Location
- Soyapango, San Salvador El Salvador
- Coordinates: 13°43′7″N 89°9′28″W﻿ / ﻿13.71861°N 89.15778°W

Information
- Type: Private primary and secondary school
- Religious affiliation: Catholicism
- Denomination: family Salazar-Simpson
- Established: 1997; 29 years ago
- Director: Santiago Nogales
- Grades: Pre-K to Baccalaureate
- Gender: Coeducational
- Enrollment: 1,500
- Website: www.colegiopadrearrupe.org

= Arrupe College, El Salvador =

Arrupe College, El Salvador, is a private Catholic primary and secondary school located in Soyapango, a high-density, low-income area in San Salvador, the capital city of El Salvador. The school was founded by a Father Juan Ricardo Salazar-Simpson in 1997 and it was built and remains largely supported by charitable contributions. The school includes infant through baccalaureate and vocational, and has ranked at the top on national exams.

== History ==
The school is situated in Soyapango. In 1997 Father Juan Ricardo Salazar-Simpson founded the school on his own initiative. He hoped that the Jesuits would take over the school, but he died two years after its founding and José Panadés, a businessman and friend, took over for him. The school was adopted by the Salazar-Simpson family who sponsored the "Padre Arrupe Foundation".
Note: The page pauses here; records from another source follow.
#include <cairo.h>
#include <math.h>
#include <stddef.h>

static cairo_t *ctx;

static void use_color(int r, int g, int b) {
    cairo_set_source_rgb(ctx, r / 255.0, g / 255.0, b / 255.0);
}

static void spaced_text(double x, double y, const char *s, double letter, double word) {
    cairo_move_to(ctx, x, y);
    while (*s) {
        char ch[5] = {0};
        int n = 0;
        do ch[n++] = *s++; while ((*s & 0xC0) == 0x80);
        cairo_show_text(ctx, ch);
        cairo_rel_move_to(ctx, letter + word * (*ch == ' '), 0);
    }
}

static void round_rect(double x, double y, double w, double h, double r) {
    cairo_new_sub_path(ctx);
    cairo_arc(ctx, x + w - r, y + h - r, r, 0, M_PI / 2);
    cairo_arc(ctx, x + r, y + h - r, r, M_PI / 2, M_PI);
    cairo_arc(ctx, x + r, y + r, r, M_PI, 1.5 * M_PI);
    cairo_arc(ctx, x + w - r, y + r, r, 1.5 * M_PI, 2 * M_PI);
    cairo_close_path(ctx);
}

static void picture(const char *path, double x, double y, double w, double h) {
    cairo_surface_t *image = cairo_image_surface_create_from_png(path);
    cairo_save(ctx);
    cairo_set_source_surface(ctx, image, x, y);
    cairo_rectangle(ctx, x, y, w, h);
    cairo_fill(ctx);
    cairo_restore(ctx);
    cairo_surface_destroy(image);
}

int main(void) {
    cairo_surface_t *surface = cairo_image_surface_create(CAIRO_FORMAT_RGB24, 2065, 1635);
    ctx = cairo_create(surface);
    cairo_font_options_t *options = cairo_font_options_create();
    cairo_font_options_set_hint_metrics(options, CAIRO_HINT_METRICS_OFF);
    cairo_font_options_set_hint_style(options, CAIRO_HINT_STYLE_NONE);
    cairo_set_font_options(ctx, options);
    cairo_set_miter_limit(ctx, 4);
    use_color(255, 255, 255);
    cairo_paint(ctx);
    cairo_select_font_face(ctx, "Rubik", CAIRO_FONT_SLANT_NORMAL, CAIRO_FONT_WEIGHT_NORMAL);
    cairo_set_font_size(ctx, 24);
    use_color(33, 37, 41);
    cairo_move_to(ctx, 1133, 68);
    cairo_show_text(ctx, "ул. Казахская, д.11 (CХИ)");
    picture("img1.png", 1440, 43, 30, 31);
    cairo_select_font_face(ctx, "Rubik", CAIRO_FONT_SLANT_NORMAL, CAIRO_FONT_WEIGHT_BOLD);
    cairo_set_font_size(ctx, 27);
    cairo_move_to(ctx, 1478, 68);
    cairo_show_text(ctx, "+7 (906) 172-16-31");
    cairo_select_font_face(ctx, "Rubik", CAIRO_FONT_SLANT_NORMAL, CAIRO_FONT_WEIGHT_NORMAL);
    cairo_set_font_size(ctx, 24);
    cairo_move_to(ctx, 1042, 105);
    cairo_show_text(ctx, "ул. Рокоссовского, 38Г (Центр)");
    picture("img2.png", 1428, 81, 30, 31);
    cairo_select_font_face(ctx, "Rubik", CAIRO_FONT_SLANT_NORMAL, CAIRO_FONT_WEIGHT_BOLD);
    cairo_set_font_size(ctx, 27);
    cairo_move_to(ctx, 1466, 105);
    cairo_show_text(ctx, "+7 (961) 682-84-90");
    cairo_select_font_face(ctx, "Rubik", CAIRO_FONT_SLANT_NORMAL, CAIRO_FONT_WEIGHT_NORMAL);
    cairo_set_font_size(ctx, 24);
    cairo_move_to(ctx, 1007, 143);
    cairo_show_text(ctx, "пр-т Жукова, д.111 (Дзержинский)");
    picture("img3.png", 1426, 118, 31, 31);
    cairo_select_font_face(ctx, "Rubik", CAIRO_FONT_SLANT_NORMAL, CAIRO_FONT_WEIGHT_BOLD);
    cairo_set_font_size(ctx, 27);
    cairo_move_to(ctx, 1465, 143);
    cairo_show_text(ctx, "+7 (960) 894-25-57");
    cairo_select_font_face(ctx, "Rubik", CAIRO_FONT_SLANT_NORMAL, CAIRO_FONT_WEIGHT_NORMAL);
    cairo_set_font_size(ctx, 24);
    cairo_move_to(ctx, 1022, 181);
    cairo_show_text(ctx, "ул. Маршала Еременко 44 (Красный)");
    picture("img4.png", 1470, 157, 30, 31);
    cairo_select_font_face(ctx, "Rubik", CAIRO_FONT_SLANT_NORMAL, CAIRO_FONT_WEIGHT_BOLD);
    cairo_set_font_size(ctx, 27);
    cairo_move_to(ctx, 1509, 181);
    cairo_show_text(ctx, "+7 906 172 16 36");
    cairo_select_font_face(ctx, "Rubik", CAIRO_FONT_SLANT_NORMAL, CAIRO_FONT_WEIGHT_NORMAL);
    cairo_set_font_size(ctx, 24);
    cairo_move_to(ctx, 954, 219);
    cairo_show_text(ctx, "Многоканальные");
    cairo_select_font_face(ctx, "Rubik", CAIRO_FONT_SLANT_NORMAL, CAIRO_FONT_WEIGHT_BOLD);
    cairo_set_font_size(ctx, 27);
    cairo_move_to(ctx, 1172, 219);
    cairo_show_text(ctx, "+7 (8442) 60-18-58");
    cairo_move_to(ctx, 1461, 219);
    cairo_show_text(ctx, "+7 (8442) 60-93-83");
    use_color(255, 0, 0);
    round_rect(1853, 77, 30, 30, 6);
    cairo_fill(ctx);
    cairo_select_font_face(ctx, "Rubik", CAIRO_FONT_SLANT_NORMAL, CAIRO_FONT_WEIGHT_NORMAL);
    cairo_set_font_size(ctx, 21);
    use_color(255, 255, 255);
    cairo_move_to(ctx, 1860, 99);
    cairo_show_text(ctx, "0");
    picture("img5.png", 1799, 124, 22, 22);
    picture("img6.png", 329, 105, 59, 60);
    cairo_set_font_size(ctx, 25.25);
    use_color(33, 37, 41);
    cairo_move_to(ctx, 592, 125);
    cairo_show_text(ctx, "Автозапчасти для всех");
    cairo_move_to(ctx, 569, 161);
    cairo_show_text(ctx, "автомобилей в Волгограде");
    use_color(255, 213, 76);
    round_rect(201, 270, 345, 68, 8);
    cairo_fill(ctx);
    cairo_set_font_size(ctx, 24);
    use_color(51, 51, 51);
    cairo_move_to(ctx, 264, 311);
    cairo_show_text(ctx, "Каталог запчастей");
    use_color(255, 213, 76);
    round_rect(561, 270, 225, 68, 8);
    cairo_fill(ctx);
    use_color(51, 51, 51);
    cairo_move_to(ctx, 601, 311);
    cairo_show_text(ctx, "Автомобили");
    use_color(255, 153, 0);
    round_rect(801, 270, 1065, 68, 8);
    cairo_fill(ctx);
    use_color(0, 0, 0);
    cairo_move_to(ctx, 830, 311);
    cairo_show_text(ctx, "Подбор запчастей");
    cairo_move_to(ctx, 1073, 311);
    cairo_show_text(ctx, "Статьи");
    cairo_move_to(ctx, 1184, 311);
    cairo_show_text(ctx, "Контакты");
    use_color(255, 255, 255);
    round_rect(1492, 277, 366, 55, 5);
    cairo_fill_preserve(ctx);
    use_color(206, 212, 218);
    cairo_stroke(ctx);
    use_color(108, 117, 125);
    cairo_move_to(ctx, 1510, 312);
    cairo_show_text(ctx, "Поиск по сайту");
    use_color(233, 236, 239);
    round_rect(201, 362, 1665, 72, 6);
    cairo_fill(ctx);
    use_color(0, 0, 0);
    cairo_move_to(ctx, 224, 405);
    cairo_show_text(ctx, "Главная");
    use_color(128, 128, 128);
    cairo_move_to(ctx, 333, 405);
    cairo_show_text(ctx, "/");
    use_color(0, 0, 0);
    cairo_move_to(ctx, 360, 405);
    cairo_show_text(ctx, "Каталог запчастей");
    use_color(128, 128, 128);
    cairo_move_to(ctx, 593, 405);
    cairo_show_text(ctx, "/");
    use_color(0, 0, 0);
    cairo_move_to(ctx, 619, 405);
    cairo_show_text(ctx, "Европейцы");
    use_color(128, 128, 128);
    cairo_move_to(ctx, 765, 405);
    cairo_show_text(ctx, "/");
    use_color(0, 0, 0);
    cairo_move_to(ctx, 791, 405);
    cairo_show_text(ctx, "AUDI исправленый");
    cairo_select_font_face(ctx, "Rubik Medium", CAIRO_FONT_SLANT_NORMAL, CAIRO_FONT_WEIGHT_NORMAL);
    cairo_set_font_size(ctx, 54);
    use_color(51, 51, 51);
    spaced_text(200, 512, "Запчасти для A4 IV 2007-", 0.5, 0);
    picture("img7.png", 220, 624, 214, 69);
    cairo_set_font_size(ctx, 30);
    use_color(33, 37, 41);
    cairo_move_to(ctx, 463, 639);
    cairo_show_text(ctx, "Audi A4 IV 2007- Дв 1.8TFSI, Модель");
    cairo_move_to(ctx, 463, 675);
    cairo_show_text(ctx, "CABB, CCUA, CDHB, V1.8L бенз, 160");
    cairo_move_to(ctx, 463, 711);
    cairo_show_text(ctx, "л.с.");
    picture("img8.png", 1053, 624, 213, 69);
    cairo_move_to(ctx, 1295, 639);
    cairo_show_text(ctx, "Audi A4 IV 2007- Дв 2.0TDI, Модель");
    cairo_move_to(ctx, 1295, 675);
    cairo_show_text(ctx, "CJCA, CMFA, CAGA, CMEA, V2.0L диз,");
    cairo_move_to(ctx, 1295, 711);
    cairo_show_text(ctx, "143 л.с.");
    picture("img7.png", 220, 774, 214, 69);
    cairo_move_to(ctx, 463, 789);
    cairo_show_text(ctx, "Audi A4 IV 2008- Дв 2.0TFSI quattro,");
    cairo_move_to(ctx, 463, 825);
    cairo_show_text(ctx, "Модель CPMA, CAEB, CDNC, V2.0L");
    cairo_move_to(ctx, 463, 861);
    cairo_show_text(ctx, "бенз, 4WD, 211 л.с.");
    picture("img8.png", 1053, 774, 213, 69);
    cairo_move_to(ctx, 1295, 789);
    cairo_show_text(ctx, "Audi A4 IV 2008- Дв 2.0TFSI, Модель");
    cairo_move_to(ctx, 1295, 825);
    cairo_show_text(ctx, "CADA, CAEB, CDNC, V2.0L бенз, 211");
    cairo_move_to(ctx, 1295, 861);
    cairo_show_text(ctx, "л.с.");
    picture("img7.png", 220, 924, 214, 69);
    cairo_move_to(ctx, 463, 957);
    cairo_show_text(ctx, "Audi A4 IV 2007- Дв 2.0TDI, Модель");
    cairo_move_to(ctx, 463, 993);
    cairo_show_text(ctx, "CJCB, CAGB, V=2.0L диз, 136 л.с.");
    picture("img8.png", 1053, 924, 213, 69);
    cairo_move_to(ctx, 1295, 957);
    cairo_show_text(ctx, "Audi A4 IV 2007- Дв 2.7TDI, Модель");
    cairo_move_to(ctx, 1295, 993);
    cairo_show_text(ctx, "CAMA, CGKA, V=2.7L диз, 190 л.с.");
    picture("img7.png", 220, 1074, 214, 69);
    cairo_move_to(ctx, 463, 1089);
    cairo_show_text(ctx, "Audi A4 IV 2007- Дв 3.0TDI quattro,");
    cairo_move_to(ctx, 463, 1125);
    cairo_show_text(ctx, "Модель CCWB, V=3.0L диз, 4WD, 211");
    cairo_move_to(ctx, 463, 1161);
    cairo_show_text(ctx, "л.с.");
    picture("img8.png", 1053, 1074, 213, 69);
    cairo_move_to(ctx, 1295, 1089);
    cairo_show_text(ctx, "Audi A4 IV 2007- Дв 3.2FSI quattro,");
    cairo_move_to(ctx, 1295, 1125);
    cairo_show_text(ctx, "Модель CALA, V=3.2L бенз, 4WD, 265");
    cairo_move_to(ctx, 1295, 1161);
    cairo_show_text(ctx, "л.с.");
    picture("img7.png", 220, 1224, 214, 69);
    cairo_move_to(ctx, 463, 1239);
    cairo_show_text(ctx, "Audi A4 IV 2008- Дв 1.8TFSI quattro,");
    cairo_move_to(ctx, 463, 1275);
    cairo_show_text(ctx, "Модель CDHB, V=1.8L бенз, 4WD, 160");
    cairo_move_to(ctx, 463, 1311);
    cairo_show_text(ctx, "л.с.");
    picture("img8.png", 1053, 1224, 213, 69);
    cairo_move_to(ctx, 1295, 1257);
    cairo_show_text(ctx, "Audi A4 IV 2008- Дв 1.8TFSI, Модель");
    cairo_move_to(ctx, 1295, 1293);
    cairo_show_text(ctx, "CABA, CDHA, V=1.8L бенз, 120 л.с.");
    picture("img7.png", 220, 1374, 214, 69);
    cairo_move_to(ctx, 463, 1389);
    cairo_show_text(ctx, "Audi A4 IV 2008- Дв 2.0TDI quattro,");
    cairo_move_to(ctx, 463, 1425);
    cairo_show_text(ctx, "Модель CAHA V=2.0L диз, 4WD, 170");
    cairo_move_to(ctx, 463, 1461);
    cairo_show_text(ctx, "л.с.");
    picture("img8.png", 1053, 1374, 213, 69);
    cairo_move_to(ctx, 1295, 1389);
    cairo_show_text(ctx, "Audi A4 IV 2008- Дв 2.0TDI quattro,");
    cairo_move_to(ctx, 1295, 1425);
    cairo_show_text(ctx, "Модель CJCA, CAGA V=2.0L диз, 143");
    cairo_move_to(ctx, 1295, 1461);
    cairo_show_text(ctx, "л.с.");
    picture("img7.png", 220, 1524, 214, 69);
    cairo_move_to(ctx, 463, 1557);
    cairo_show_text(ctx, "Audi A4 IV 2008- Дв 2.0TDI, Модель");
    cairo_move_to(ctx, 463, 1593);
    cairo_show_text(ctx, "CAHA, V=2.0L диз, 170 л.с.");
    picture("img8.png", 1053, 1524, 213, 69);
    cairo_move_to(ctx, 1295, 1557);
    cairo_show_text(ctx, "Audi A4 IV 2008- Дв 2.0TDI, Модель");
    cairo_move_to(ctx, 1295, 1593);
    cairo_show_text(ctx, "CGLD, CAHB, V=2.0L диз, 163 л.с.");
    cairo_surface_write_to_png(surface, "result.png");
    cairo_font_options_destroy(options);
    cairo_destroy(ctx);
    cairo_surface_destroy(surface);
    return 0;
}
In 1998 the Spanish baccalaureate was introduced. In 2001 the middle school (ages 10–12) was added to compensate for the students' educational deficiency. The school has since expanded to all educational levels including two technical cycles similar to the Spanish FP, and enrolls more than 1500 children between the ages of 3 and 18 years.

In 2015, Padre Arrupe Spanish School was placed first nationally in the government's Learning and Skills Test for Graduates of Middle Education (PAES) 2015.